(Dataset entries)
___
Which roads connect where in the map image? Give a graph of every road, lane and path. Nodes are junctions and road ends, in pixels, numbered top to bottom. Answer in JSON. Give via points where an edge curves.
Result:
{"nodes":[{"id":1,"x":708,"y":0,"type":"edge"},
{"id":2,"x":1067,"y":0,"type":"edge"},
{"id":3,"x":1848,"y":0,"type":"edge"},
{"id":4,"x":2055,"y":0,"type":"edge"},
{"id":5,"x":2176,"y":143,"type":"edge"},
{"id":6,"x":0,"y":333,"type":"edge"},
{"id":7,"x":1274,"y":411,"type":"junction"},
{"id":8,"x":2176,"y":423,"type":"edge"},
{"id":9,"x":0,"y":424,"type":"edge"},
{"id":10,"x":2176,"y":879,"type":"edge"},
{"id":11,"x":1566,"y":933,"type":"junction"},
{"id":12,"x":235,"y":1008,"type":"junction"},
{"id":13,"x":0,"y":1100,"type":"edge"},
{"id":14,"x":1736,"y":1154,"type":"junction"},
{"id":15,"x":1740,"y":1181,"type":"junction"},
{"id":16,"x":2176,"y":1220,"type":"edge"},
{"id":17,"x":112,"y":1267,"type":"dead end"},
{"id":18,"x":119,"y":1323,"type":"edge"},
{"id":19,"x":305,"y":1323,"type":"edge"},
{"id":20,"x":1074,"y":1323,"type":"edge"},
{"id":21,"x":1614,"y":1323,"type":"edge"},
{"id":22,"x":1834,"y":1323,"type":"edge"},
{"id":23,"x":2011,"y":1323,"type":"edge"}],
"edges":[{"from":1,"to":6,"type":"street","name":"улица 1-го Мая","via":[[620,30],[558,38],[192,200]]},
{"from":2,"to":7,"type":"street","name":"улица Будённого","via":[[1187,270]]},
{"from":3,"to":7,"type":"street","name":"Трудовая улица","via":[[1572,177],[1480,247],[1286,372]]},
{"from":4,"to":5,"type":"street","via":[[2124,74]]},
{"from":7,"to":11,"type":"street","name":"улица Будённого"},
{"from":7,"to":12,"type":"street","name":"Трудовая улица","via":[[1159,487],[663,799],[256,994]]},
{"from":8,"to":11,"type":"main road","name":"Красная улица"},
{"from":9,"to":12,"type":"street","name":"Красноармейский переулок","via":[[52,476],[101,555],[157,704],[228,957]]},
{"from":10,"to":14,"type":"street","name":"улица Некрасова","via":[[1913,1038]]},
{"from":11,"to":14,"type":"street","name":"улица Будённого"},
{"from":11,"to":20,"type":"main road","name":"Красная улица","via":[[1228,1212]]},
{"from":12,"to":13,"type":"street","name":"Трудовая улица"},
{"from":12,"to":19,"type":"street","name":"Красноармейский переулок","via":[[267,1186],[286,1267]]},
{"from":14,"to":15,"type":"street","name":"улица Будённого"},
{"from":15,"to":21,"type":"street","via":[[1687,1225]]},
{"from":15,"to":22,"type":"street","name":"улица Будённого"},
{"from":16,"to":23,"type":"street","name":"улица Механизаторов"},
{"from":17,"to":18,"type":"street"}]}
___
All entries must be duplicated exactly, with none left out.

EXERCISE ANSWER:
Which roads connect where in the map image? Give a graph of every road, lane and path. Nodes are junctions and road ends, in pixels, numbered top to bottom. Answer in JSON. Give via points where an edge curves.
Result:
{"nodes":[{"id":1,"x":708,"y":0,"type":"edge"},
{"id":2,"x":1067,"y":0,"type":"edge"},
{"id":3,"x":1848,"y":0,"type":"edge"},
{"id":4,"x":2055,"y":0,"type":"edge"},
{"id":5,"x":2176,"y":143,"type":"edge"},
{"id":6,"x":0,"y":333,"type":"edge"},
{"id":7,"x":1274,"y":411,"type":"junction"},
{"id":8,"x":2176,"y":423,"type":"edge"},
{"id":9,"x":0,"y":424,"type":"edge"},
{"id":10,"x":2176,"y":879,"type":"edge"},
{"id":11,"x":1566,"y":933,"type":"junction"},
{"id":12,"x":235,"y":1008,"type":"junction"},
{"id":13,"x":0,"y":1100,"type":"edge"},
{"id":14,"x":1736,"y":1154,"type":"junction"},
{"id":15,"x":1740,"y":1181,"type":"junction"},
{"id":16,"x":2176,"y":1220,"type":"edge"},
{"id":17,"x":112,"y":1267,"type":"dead end"},
{"id":18,"x":119,"y":1323,"type":"edge"},
{"id":19,"x":305,"y":1323,"type":"edge"},
{"id":20,"x":1074,"y":1323,"type":"edge"},
{"id":21,"x":1614,"y":1323,"type":"edge"},
{"id":22,"x":1834,"y":1323,"type":"edge"},
{"id":23,"x":2011,"y":1323,"type":"edge"}],
"edges":[{"from":1,"to":6,"type":"street","name":"улица 1-го Мая","via":[[620,30],[558,38],[192,200]]},
{"from":2,"to":7,"type":"street","name":"улица Будённого","via":[[1187,270]]},
{"from":3,"to":7,"type":"street","name":"Трудовая улица","via":[[1572,177],[1480,247],[1286,372]]},
{"from":4,"to":5,"type":"street","via":[[2124,74]]},
{"from":7,"to":11,"type":"street","name":"улица Будённого"},
{"from":7,"to":12,"type":"street","name":"Трудовая улица","via":[[1159,487],[663,799],[256,994]]},
{"from":8,"to":11,"type":"main road","name":"Красная улица"},
{"from":9,"to":12,"type":"street","name":"Красноармейский переулок","via":[[52,476],[101,555],[157,704],[228,957]]},
{"from":10,"to":14,"type":"street","name":"улица Некрасова","via":[[1913,1038]]},
{"from":11,"to":14,"type":"street","name":"улица Будённого"},
{"from":11,"to":20,"type":"main road","name":"Красная улица","via":[[1228,1212]]},
{"from":12,"to":13,"type":"street","name":"Трудовая улица"},
{"from":12,"to":19,"type":"street","name":"Красноармейский переулок","via":[[267,1186],[286,1267]]},
{"from":14,"to":15,"type":"street","name":"улица Будённого"},
{"from":15,"to":21,"type":"street","via":[[1687,1225]]},
{"from":15,"to":22,"type":"street","name":"улица Будённого"},
{"from":16,"to":23,"type":"street","name":"улица Механизаторов"},
{"from":17,"to":18,"type":"street"}]}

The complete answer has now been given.